If Republicans miss this, it’s going to be another long 60 years in the wilderness.
April 30th, 2009 at 10:10 am
Somebody please send this article to Ross “I wish Cheney would have run and lost in a landslide” Douthat!
April 30th, 2009 at 10:14 am
I’ll take that bargain every day and twice on Sunday. Neither Eisenhower nor Nixon made serious attempts to roll back FDR’s legacy; that effort didn’t even get off the ground until Reagan, and it has largely failed.
April 30th, 2009 at 10:14 am
We all know that nothing fails like success. That’s what Republicans are counting on. The problem is that they’re doing the counting with with an abacus. You’re not positioning yourself for any kind of future when your core constituency is bat-shit crazy, old, and downright mean.
It’s very likely Obama will not see much if any economic economic recovery on his watch. He may not have to. The contrast between the two brands so favors the Democrats that it will take significant overreach to alter this reality. As it stands, voters love Obama’s cool to the other side’s hot. That’s the real story here.

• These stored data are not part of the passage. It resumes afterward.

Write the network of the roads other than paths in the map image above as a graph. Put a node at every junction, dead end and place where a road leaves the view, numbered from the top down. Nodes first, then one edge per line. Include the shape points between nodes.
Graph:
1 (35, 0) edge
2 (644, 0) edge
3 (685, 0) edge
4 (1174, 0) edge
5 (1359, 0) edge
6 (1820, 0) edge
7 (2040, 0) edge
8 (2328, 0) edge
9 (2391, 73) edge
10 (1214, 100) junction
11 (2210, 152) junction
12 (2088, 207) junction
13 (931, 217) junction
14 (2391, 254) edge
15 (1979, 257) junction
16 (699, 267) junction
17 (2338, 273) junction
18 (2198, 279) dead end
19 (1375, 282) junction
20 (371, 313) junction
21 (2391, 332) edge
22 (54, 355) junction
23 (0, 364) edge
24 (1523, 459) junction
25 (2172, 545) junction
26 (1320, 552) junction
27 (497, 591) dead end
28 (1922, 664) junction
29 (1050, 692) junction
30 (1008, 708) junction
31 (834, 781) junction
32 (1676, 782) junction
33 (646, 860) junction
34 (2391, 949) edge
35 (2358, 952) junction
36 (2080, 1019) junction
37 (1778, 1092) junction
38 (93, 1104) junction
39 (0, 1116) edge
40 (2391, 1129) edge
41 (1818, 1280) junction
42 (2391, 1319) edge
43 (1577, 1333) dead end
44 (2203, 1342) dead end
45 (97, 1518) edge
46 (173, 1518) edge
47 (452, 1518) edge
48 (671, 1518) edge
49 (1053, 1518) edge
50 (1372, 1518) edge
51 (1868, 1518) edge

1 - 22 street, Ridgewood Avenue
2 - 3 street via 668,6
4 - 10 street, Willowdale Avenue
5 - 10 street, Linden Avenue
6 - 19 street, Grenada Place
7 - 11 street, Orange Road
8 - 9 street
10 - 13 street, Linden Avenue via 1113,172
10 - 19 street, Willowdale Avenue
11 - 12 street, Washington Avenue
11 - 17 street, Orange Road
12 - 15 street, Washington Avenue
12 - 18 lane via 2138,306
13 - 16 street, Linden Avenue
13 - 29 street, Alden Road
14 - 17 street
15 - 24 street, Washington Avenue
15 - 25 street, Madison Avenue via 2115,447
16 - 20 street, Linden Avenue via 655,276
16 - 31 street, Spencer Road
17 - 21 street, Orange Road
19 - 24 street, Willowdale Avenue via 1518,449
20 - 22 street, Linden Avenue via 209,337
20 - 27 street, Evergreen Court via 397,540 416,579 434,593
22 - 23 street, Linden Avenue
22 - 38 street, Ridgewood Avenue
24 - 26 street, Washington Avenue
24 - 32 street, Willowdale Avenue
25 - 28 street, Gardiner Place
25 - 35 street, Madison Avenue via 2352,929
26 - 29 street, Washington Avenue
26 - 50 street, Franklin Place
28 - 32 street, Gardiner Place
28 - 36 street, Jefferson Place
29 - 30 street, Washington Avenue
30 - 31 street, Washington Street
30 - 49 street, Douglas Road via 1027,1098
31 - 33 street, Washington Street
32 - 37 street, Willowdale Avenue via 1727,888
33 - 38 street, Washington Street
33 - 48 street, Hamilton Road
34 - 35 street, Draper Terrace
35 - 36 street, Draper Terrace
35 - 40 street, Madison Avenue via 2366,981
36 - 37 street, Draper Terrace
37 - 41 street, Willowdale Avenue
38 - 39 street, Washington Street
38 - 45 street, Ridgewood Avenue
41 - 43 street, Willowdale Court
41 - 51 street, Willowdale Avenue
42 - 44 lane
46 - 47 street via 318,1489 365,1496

Republicans keep thinking they’re going to beat Hollywood with Branson. But there aren’t enough nursing homes and absentee ballots to keep the proposition viable.
April 30th, 2009 at 10:20 am
Somebody please send this article to Ross “I wish Cheney would have run and lost in a landslide” Douthat!
I think you completely missed the point of that article, Al. The point was that Cheney is modern conservatism in its most pure form, and that all the Republican pundits saying they lost because they were Democrat-lite might have to reevaluate that if they put their principles right out in front and lost in a landslide. And they might discover that their principles and policies are just really unpopular and maybe they should work on that and not which candidate they put forth to espouse them.
April 30th, 2009 at 10:21 am
I don’t think it’s entirely out of the realm of possibility. After all, that’s how the Democrats got back into power.
April 30th, 2009 at 10:23 am
Eisenhower thought that it was political suicide to try to reverse the New Deal (his exact words about anti-New-Deal Republicans – i.e. the forerunners of modern movement conservatism – were “their number is negligible and they are stupid”). Today’s Republicans don’t. They’re already running against the New Deal and they’ll definitely run against the New New Deal, which means that if people actually *like* it, then the Republicans become the party that wants to take away your health care coverage just when you *finally* got it after years of pre-existing condition bullshit (or whatever beef you had with the status quo ante).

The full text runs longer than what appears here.